WHAT TO WORK ON >> Retype exactly what runs from the first line of the data to the line with "0 #d7d3d3) drop-shadow(-2px", keeping both of those lines and skipping pictures.
Top of INFORMATION SUPPLIED
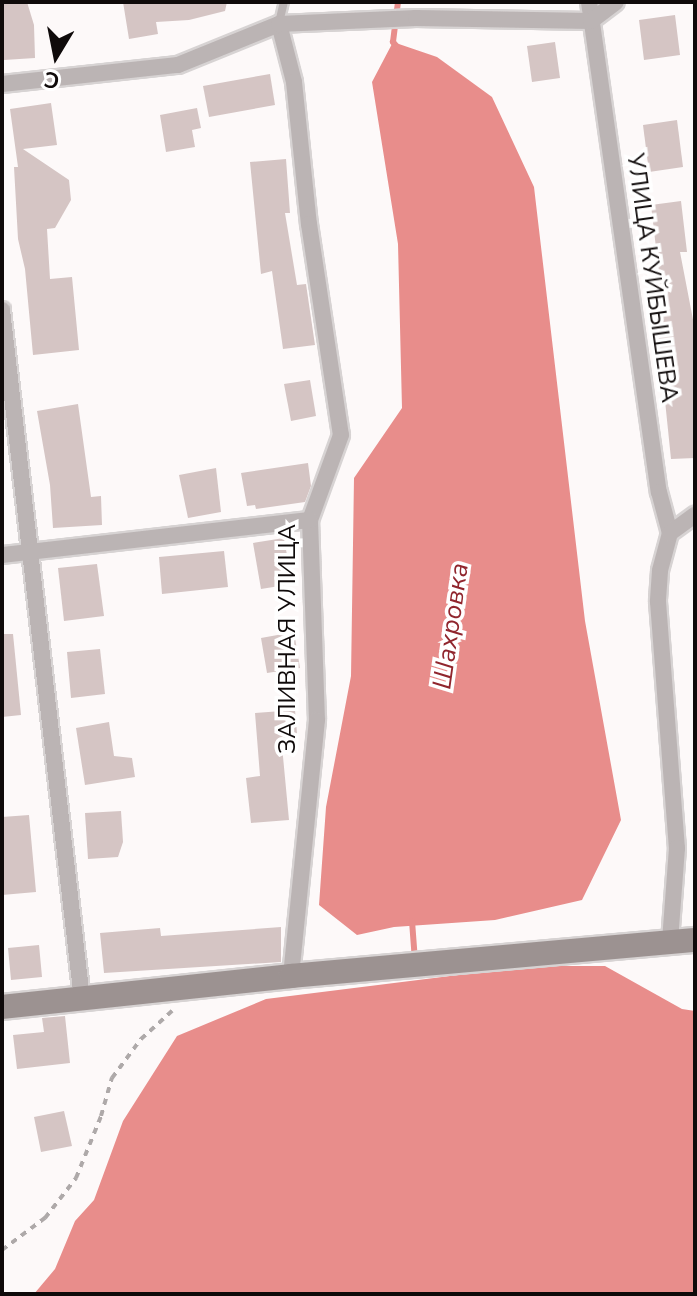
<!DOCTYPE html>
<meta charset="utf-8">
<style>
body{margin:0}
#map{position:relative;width:697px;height:1296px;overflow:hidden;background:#fdf9f9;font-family:"Nunito Sans",sans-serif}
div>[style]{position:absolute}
.water>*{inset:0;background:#e88d8b}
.stream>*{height:6px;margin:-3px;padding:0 3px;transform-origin:3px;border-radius:3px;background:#e88d8b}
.building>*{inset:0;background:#d5c5c4}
.path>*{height:4px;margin-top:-2px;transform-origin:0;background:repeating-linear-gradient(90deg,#aea9a9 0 6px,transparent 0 12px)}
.roads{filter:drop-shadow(2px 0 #d7d3d3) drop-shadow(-2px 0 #d7d3d3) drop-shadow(0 2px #d7d3d3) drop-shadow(0 -2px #d7d3d3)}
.lane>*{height:8px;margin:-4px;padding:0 4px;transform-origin:4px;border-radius:4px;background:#bbb4b4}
.street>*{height:16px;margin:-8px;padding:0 8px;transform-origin:8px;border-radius:8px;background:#bbb4b4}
.secondary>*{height:24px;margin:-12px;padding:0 12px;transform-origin:12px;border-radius:12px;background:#9c9291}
span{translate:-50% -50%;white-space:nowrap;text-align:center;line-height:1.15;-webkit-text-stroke:7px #fff;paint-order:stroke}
.street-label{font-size:24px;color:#0f0a0a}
.water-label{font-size:26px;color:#90252d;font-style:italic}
.frame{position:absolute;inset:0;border:4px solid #0f0a0a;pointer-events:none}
.north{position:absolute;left:16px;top:16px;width:80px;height:80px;-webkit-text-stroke:6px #fff;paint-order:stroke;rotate:190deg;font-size:22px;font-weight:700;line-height:32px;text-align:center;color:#0f0a0a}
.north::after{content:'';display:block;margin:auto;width:28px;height:36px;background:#0f0a0a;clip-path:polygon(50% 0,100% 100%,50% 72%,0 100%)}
</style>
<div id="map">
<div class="water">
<div style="clip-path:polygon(393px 42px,437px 57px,492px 97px,534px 187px,585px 621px,621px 820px,582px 900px,495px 920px,394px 927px,357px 935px,319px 905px,326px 807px,351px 676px,354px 478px,402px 408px,398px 244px,372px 82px)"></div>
<div style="clip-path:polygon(529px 966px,605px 966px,682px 1009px,695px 1011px,695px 1294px,34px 1294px,55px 1269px,75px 1221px,94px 1200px,123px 1121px,177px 1036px,266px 999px)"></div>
</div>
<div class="stream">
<div style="left:398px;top:48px;width:8px;rotate:-130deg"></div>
<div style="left:393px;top:42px;width:40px;rotate:-82.9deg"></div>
<div style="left:412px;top:921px;width:40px;rotate:85.7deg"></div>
</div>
<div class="building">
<div style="clip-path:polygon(10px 2px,27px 2px,34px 25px,35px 58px,4px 60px,2px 4px)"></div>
<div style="clip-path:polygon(123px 2px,227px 2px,225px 11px,189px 20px,156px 22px,158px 34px,129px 39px)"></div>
<div style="clip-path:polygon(675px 15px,680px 55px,644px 60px,639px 20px)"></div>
<div style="clip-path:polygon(555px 42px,560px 78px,532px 82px,527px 46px)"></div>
<div style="clip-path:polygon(270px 74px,275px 105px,209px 117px,203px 86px)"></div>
<div style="clip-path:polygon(51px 103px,57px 145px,23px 149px,69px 180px,71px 200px,55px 228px,47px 229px,50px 279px,72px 277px,79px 350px,33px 355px,25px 269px,18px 239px,14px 167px,18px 167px,10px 109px)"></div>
<div style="clip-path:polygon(197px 108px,201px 128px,192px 130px,195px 147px,166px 152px,160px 115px)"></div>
<div style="clip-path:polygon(677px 120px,683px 167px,649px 172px,643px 125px)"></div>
<div style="clip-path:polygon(286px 159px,290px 213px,285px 213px,297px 285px,306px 284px,315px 345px,283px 349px,272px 271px,261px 274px,250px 162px)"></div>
<div style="clip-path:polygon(681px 201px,687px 252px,680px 252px,695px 330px,695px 458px,671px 459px,653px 284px,660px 282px,651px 205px)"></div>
<div style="clip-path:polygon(310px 380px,316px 416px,291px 421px,284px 384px)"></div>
<div style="clip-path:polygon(78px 404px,91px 497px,101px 496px,102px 525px,53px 528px,50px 485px,37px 411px)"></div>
<div style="clip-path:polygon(308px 463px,311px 486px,305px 502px,256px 509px,255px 505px,247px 506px,241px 473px)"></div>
<div style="clip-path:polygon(216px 468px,221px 512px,188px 518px,179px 475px)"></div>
<div style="clip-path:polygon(284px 538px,292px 584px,261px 589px,253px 543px)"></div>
<div style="clip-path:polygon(224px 551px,228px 587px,162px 594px,159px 557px)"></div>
<div style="clip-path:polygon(97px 564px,104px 616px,64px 621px,58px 568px)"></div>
<div style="clip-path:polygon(294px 632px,300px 668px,267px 673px,261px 638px)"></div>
<div style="clip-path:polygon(2px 634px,13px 634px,21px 715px,2px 717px)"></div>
<div style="clip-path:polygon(100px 649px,105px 694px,71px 698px,67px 652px)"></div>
<div style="clip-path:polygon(295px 710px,298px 745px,282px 746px,289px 820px,251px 823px,246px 778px,260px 776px,255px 713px)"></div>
<div style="clip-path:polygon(109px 722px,114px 756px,132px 758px,135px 777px,85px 785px,76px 728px)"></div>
<div style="clip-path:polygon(121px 811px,123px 842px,118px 857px,88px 859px,85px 813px)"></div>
<div style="clip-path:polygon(29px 815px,36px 892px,2px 895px,2px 817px)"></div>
<div style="clip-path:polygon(281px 927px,281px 962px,104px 973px,100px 933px,160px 928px,161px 936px)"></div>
<div style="clip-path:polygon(39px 945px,42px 977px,11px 980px,8px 948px)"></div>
<div style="clip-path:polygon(65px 1016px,70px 1063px,17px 1069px,13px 1035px,44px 1032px,42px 1018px)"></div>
<div style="clip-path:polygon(64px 1111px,72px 1146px,41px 1152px,34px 1117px)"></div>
</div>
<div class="path">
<div style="left:2px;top:1250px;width:54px;rotate:-36.7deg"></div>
<div style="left:45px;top:1218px;width:51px;rotate:-52.2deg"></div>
<div style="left:76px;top:1178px;width:67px;rotate:-68deg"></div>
<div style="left:101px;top:1116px;width:40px;rotate:-74deg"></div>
<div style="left:112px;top:1078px;width:49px;rotate:-53.4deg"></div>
<div style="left:141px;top:1039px;width:42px;rotate:-42.1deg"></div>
</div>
<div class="roads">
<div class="lane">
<div style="left:279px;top:23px;width:22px;rotate:-77deg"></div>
</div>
<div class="street">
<div style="left:589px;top:2px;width:495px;rotate:81.9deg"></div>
<div style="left:659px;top:492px;width:42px;rotate:75deg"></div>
<div style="left:670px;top:533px;width:39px;rotate:105deg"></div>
<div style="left:660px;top:571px;width:31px;rotate:94deg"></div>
<div style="left:658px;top:602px;width:247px;rotate:85.6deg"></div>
<div style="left:677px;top:848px;width:93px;rotate:94.3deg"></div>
<div style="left:279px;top:24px;width:60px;rotate:75.5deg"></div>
<div style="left:294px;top:82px;width:143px;rotate:84deg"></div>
<div style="left:309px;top:224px;width:213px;rotate:81.4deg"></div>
<div style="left:341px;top:435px;width:90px;rotate:110deg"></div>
<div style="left:310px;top:520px;width:200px;rotate:88deg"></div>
<div style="left:317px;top:720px;width:257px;rotate:95.8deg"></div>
<div style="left:2px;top:84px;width:177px;rotate:-6.2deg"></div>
<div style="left:178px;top:65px;width:109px;rotate:-22.1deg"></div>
<div style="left:279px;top:24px;width:137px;rotate:-2.5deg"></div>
<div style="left:416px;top:18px;width:175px;rotate:1deg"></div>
<div style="left:591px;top:21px;width:31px;rotate:-37deg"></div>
<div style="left:2px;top:310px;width:694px;rotate:83.38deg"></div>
<div style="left:670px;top:533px;width:31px;rotate:-36deg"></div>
<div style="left:2px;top:555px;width:310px;rotate:-6.5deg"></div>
</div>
<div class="secondary">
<div style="left:2px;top:1007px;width:291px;rotate:-6.1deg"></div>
<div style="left:291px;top:976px;width:406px;rotate:-5.1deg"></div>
</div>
</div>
<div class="street-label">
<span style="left:652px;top:278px;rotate:82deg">УЛИЦА КУЙБЫШЕВА</span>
<span style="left:288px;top:639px;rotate:-90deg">ЗАЛИВНАЯ УЛИЦА</span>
</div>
<div class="water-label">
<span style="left:451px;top:626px;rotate:-82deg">Шахровка</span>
</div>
<div class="frame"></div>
<div class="north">С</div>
</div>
Bottom of INFORMATION SUPPLIED
COMPLETED EXERCISE >>
<!DOCTYPE html>
<meta charset="utf-8">
<style>
body{margin:0}
#map{position:relative;width:697px;height:1296px;overflow:hidden;background:#fdf9f9;font-family:"Nunito Sans",sans-serif}
div>[style]{position:absolute}
.water>*{inset:0;background:#e88d8b}
.stream>*{height:6px;margin:-3px;padding:0 3px;transform-origin:3px;border-radius:3px;background:#e88d8b}
.building>*{inset:0;background:#d5c5c4}
.path>*{height:4px;margin-top:-2px;transform-origin:0;background:repeating-linear-gradient(90deg,#aea9a9 0 6px,transparent 0 12px)}
.roads{filter:drop-shadow(2px 0 #d7d3d3) drop-shadow(-2px 0 #d7d3d3) drop-shadow(0 2px #d7d3d3) drop-shadow(0 -2px #d7d3d3)}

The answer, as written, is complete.